Material for this task:

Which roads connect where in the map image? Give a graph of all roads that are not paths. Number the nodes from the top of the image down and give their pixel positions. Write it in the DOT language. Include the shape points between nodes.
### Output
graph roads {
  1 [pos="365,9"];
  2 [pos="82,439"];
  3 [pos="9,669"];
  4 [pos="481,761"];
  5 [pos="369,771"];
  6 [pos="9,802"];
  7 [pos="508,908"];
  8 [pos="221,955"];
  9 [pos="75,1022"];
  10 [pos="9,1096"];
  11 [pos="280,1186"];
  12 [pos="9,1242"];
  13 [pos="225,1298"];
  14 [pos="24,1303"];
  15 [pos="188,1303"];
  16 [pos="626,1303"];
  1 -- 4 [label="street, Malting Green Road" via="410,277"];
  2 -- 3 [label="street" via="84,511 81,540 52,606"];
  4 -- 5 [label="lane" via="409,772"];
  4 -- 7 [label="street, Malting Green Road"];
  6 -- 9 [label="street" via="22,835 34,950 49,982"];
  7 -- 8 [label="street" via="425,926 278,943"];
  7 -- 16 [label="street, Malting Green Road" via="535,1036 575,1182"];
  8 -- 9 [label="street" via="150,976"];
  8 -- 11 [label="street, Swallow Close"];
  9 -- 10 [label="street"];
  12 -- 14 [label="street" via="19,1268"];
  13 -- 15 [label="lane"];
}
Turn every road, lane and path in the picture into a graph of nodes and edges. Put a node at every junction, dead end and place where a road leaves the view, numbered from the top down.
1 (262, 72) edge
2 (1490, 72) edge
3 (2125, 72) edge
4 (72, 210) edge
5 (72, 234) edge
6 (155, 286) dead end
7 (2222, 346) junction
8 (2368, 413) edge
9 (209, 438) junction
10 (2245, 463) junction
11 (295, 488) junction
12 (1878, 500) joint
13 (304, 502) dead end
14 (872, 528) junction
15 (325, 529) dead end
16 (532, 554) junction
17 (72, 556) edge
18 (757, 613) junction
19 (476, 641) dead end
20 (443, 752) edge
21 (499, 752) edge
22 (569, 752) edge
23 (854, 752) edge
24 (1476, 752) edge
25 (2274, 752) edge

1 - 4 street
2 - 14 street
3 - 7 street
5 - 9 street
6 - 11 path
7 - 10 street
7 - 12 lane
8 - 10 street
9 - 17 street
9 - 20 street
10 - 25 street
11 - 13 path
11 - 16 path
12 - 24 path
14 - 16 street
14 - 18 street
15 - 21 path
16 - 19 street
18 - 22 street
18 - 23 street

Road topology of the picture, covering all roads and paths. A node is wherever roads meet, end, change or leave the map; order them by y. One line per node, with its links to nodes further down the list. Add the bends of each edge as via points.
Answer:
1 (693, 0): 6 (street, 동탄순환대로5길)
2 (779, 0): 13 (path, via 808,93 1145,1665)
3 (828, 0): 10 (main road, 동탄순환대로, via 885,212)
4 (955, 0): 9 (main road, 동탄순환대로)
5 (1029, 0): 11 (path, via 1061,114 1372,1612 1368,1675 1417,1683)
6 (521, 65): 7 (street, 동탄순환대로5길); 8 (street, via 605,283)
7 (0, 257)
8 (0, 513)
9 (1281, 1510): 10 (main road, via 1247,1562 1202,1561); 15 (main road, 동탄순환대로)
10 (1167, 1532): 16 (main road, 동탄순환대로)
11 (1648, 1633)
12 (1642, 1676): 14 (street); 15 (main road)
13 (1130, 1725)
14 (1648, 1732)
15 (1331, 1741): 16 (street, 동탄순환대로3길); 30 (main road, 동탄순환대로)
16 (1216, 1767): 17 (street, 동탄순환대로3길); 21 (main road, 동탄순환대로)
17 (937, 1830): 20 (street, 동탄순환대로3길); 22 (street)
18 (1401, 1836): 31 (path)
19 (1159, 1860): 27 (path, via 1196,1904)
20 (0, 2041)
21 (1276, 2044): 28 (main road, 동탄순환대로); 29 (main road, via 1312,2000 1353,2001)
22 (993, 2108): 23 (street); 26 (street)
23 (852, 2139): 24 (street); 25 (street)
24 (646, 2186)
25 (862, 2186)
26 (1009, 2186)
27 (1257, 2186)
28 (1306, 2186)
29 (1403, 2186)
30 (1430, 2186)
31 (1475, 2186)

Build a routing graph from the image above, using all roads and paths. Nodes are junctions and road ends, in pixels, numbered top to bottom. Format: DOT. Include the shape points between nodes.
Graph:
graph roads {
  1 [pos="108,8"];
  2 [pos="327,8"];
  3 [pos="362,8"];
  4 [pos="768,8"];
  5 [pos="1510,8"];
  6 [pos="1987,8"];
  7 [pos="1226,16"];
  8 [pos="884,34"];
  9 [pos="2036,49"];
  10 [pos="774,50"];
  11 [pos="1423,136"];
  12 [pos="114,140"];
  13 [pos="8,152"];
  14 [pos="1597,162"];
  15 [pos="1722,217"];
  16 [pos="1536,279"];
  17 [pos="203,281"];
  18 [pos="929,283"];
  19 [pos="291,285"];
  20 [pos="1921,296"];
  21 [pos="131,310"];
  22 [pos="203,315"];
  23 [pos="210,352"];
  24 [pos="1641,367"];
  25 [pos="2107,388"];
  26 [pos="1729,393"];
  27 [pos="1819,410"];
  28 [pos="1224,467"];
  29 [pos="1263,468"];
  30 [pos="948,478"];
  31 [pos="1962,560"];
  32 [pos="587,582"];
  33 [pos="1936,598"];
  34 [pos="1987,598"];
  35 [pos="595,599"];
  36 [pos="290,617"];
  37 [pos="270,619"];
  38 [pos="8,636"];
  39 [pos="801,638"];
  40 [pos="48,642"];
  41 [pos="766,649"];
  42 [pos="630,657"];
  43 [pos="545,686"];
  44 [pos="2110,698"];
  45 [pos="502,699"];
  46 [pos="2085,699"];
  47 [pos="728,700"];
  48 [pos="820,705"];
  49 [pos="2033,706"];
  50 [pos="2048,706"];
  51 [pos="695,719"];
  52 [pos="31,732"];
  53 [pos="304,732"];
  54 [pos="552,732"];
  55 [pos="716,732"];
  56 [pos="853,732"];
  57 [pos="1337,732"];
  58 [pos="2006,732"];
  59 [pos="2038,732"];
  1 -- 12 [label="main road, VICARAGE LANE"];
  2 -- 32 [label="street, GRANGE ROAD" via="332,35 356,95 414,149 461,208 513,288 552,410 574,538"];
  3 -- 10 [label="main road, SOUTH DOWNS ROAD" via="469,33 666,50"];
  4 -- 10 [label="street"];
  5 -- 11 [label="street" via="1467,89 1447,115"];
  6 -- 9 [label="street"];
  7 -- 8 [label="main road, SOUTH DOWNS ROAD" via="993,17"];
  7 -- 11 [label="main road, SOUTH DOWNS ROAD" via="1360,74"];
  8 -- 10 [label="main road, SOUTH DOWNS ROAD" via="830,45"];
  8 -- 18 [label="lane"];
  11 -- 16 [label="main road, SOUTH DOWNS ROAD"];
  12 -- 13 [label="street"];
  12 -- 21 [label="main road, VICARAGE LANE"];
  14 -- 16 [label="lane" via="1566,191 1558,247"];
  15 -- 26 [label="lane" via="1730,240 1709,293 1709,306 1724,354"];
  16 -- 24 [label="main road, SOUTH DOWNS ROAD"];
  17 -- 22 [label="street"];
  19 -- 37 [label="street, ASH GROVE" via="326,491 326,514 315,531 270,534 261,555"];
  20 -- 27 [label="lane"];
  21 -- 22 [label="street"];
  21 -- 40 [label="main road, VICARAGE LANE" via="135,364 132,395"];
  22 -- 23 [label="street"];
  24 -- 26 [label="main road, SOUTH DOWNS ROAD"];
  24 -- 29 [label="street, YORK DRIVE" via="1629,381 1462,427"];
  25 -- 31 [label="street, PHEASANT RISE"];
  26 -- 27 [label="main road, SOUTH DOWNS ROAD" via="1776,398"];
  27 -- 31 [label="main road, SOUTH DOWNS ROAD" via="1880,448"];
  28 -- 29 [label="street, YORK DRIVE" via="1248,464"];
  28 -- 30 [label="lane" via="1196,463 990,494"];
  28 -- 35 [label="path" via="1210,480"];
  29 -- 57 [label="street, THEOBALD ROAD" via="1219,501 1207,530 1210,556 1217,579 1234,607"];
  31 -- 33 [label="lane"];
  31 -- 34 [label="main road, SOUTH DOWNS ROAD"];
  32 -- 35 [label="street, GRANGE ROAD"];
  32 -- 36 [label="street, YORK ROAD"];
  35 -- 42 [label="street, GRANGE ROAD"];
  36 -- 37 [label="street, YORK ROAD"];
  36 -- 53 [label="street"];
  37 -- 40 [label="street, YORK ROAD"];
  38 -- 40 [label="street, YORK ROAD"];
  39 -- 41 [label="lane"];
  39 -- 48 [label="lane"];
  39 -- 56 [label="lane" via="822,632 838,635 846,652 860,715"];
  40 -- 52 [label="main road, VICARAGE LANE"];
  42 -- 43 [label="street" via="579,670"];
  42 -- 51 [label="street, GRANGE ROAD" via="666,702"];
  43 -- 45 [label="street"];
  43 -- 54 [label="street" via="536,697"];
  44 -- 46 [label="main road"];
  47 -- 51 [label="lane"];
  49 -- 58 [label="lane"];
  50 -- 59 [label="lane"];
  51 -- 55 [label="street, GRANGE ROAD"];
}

Aim of the exercise:
The required answer is the number of lines in the listing above that contain the word "roads", with nothing added.

Exercise result:
5